» Data
****************************************

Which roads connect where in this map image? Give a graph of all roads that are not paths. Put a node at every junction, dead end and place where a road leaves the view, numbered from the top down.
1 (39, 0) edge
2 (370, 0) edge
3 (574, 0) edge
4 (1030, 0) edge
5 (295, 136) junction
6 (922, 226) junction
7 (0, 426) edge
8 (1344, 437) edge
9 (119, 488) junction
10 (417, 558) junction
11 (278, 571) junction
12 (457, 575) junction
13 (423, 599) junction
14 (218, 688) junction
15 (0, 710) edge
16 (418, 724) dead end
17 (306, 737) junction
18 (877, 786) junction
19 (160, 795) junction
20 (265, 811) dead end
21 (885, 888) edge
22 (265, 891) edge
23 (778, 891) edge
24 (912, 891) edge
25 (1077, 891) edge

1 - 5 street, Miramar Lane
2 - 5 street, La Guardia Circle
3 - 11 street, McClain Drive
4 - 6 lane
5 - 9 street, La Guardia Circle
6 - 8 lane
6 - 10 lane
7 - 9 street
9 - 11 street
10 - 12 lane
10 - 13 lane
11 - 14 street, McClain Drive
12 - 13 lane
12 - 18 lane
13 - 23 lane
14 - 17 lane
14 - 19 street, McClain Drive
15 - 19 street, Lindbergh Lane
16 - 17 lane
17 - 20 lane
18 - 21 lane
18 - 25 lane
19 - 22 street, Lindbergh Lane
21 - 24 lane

****************************************

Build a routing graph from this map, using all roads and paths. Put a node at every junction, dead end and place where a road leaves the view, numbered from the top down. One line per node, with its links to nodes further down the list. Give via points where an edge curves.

****************************************

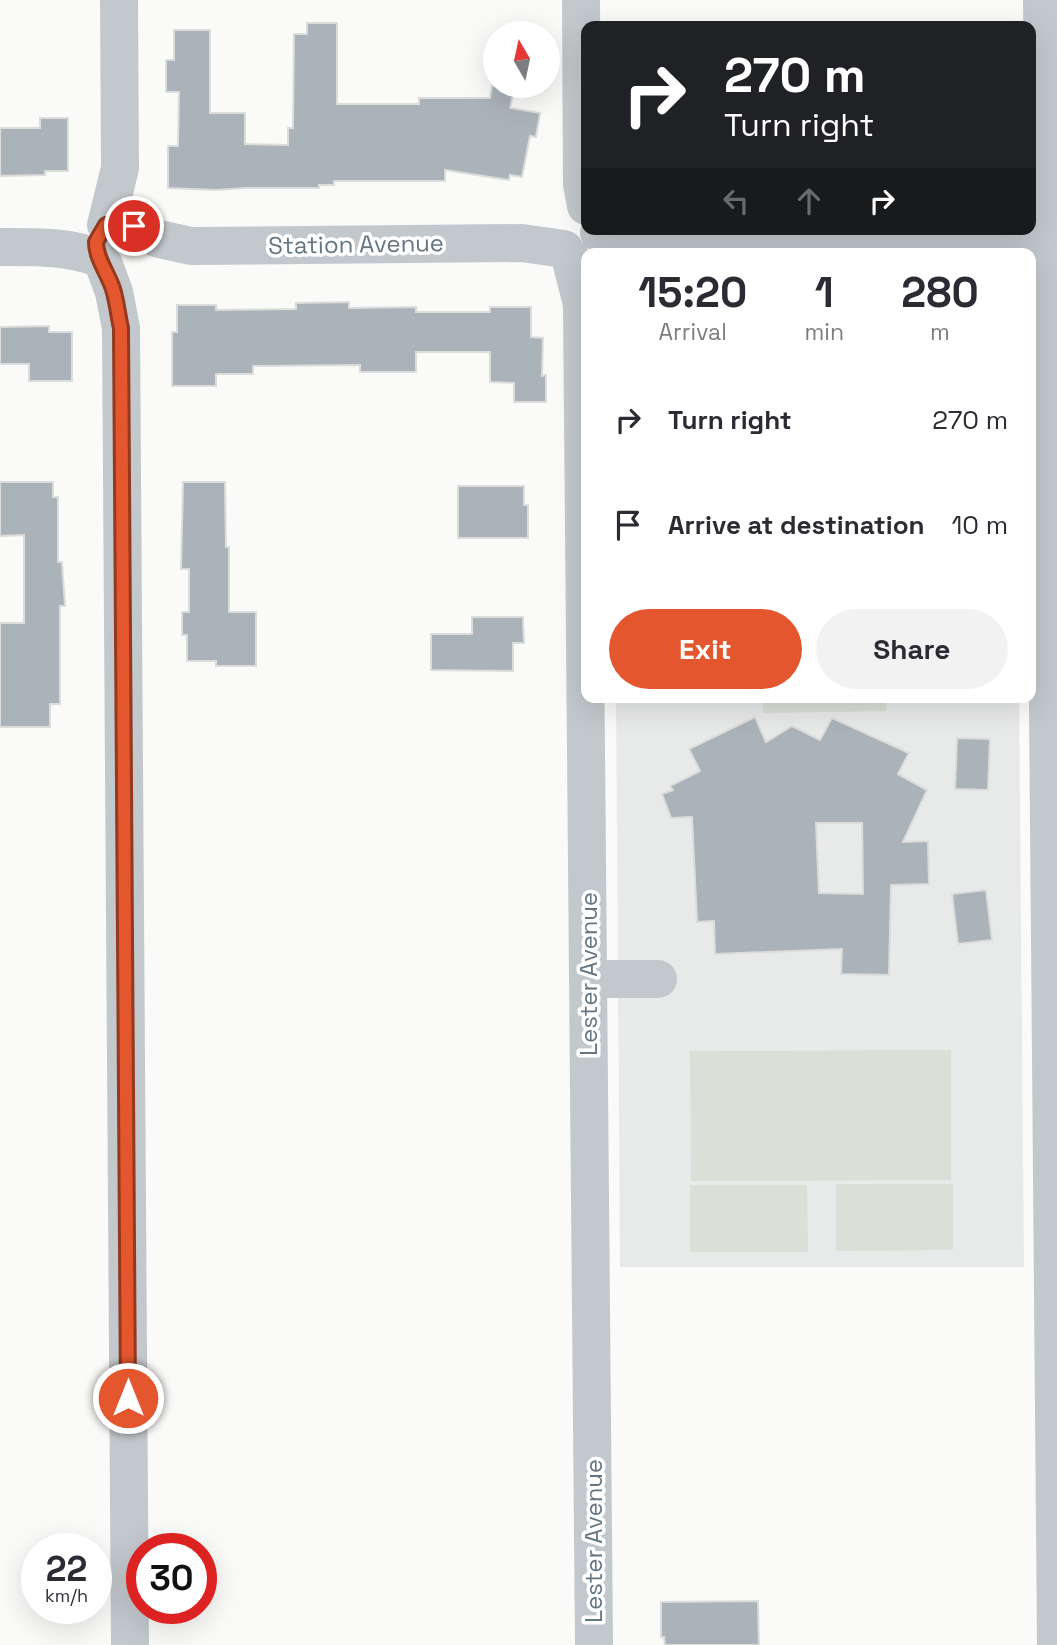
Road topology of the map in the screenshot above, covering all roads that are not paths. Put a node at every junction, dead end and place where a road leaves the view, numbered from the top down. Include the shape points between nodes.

****************************************

» Task brief
In the entries above, find each line with "points" and list it.

» Expected answer
Build a routing graph from this map, using all roads and paths. Put a node at every junction, dead end and place where a road leaves the view, numbered from the top down. One line per node, with its links to nodes further down the list. Give via points where an edge curves.
Road topology of the map in the screenshot above, covering all roads that are not paths. Put a node at every junction, dead end and place where a road leaves the view, numbered from the top down. Include the shape points between nodes.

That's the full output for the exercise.